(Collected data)
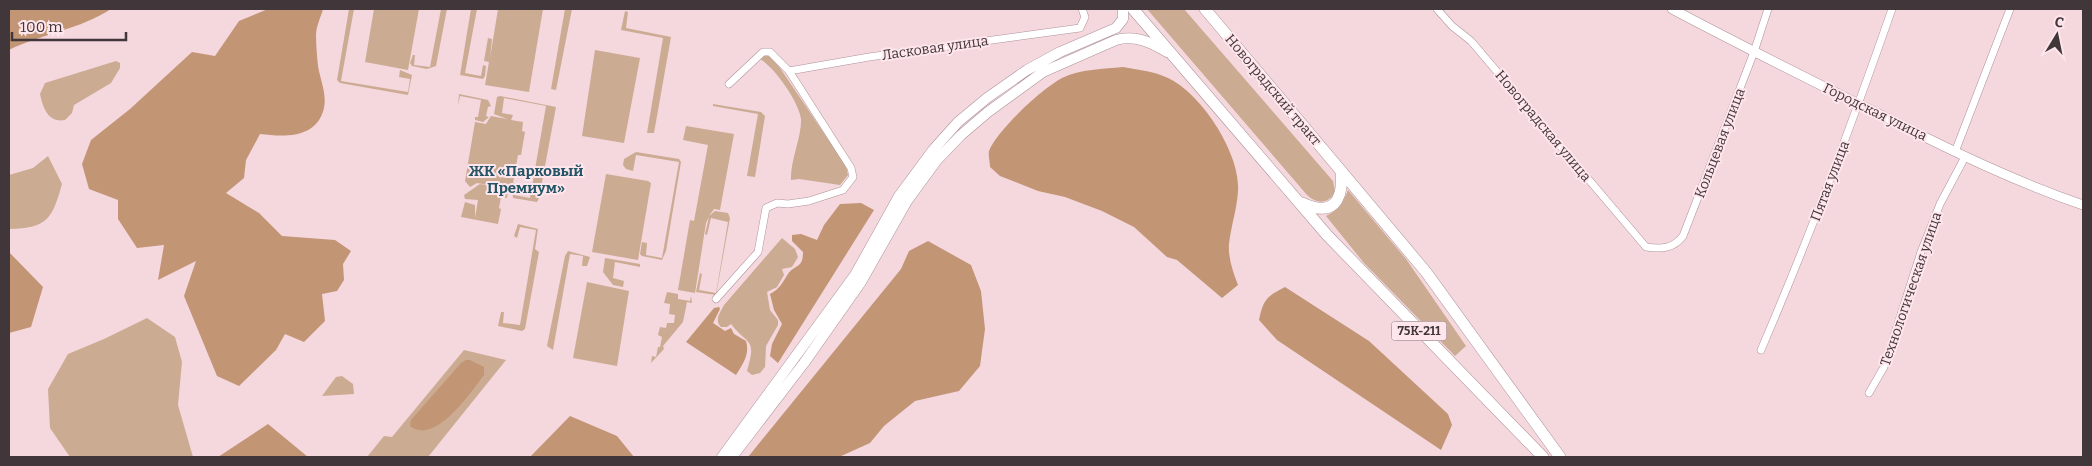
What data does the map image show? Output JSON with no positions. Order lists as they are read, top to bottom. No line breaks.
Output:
{"streets":{"main road":["Новоградский тракт","75К-211"],"street":["Ласковая улица","Городская улица","Новоградская улица","Кольцевая улица","Пятая улица","Технологическая улица"]},"crossings":[["Городская улица","Кольцевая улица"],["Городская улица","Пятая улица"],["Городская улица","Технологическая улица"],["Новоградская улица","Кольцевая улица"]],"districts":["ЖК «Парковый Премиум»"],"scale_bar":"100 m","north":"top"}
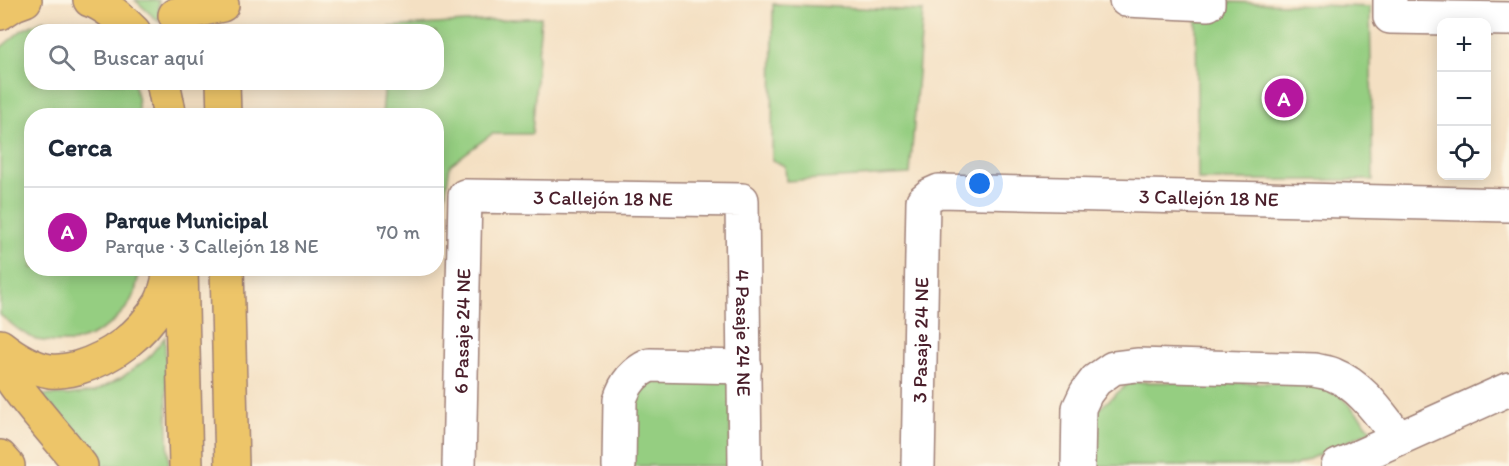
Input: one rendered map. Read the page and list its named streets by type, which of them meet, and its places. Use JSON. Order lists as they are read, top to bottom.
{
  "streets": {
    "street": [
      "3 Callejón 18 NE",
      "6 Pasaje 24 NE",
      "4 Pasaje 24 NE",
      "3 Pasaje 24 NE"
    ]
  },
  "crossings": [
    ["3 Callejón 18 NE", "6 Pasaje 24 NE"],
    ["3 Callejón 18 NE", "4 Pasaje 24 NE"],
    ["3 Callejón 18 NE", "3 Pasaje 24 NE"]
  ],
  "page": {
    "map_buttons": ["+", "−"],
    "search": "Buscar aquí",
    "pins": "A",
    "heading": "Cerca",
    "list": [
      {
        "mark": "A",
        "name": "Parque Municipal",
        "note": "Parque · 3 Callejón 18 NE",
        "value": "70 m"
      }
    ]
  }
}
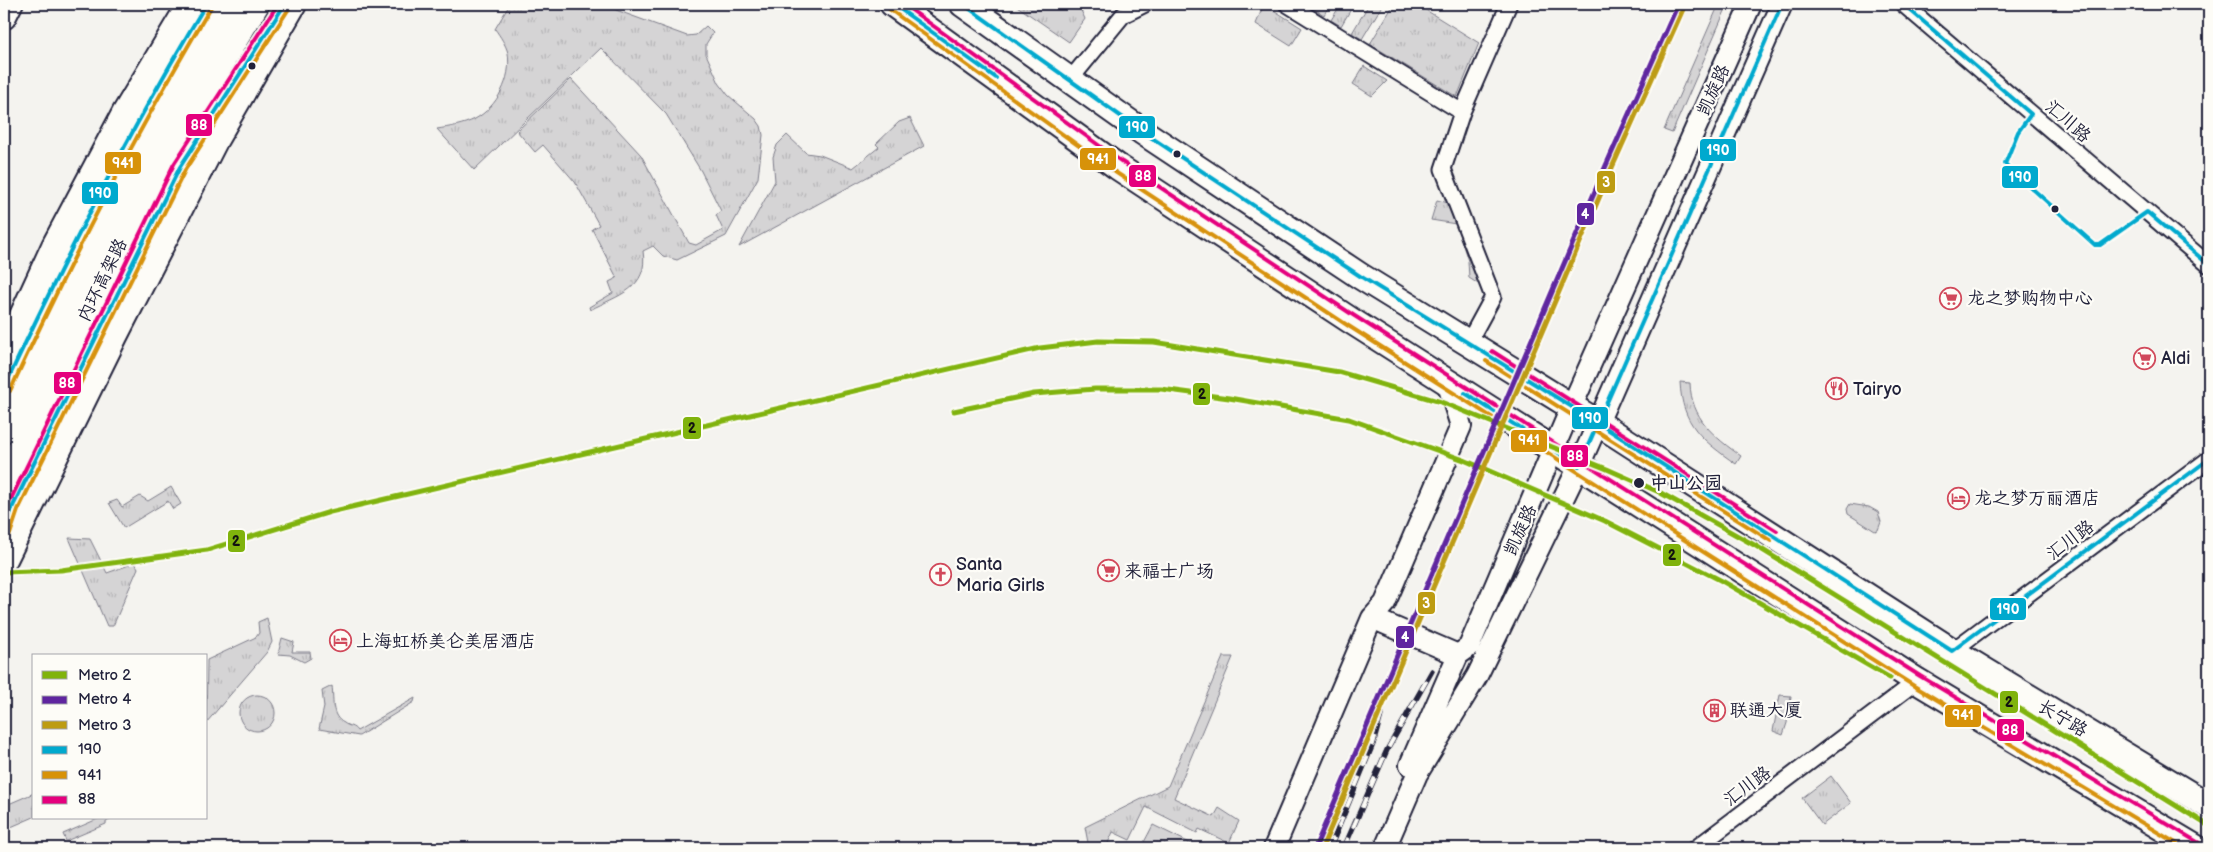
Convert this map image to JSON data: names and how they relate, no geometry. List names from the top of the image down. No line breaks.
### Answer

• [ASSIGNMENT]:
Set down, word for word, every line from the line that holds "Convert this map" to the end of the entries above, including both ends.

• [OUTPUT OF THE TASK]:
Convert this map image to JSON data: names and how they relate, no geometry. List names from the top of the image down. No line breaks.
### Answer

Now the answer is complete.